Once all of the bridge pins are in place the instrument can be brought up to pitch - a process that takes several days to complete. Actually tuning the instrument only takes about 20 or 30 minutes but the strings are all new and stretch slightly during the process which means that, by the time you have finished, the first strings that you tuned will already have dropped in pitch by quite a significant amount and a day later the whole instrument will be about a semi-tone flat.
If you are just replacing a single string you can get it somewhere close to stable in 10 minutes or so by repeatedly bringing it back up to pitch but with a new instrument there is no point in trying to do that - all of the hitchpin loops and the coils on the tuning pins are settling in and the whole instrument is adjusting to being under tension so you might as well just start tuning and checking things once a day for the next few days until the instrument settles down.

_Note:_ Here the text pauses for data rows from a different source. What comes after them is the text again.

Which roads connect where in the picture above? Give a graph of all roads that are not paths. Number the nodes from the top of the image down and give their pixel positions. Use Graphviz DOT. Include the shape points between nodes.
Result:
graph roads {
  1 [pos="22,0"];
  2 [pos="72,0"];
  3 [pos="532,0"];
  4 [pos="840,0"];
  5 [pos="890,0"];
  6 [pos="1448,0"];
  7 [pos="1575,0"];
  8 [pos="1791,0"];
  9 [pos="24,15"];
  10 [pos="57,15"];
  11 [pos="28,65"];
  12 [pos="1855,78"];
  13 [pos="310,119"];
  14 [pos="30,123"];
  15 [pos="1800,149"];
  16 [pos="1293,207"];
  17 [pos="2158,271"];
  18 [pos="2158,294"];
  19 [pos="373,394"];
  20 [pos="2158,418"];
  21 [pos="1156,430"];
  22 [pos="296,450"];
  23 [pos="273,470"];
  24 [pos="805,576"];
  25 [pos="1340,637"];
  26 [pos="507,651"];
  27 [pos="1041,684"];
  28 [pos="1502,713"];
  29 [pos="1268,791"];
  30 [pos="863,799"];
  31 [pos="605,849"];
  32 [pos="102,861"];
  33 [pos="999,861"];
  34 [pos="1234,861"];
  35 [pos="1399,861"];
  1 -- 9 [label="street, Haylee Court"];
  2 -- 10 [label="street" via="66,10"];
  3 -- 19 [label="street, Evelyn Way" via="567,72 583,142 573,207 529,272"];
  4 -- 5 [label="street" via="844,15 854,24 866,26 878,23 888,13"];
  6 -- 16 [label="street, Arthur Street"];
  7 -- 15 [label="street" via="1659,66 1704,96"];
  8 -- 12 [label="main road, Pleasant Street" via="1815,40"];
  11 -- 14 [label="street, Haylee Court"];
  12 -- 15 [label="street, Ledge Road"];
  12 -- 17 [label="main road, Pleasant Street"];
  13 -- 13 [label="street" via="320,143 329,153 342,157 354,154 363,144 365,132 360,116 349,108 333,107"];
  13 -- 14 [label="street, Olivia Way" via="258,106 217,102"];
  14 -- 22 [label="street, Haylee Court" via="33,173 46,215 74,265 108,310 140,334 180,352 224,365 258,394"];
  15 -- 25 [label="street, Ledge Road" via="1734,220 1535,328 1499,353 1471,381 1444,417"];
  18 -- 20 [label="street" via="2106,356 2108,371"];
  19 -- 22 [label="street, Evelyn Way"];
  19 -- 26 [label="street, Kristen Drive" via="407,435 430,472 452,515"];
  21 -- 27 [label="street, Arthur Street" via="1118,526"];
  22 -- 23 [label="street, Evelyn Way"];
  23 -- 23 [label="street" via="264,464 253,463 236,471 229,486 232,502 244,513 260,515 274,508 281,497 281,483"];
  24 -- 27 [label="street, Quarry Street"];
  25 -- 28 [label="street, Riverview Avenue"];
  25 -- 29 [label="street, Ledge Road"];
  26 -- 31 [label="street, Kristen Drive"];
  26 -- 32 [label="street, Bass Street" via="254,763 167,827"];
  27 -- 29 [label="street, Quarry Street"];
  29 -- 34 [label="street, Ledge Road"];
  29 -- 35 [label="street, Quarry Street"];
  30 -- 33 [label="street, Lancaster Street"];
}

As it happens I was kept quite busy because I has to replace quite a few strings during the process. There were one or two hitchpin loops that obviously weren't quite as good as I thought they were because they slipped and the strings would not stay up to pitch so obviously they had to be replaced. I also broke quite a few strings, almost all of which were in the octave below middle c. They all broke at the hitchpin loop just at the end of the double helix where the wire is twisted together. After some investigation I came to the conclusion that I had been twisting the wire just a little bit too tightly when making the hitchpin loops and that this was the cause of the problem. The wire on this instrument ranges from 0.022" in the bass to 0.009" in the treble. The strings that broke were all about 0.012" - it seems that the thinner wire could survive being twisted quite tightly and that the thicker wire was just a bit stronger but the 0.012" just didn't like the way that I had been treating it. I had to replace about 15 strings but all of the replacements held OK.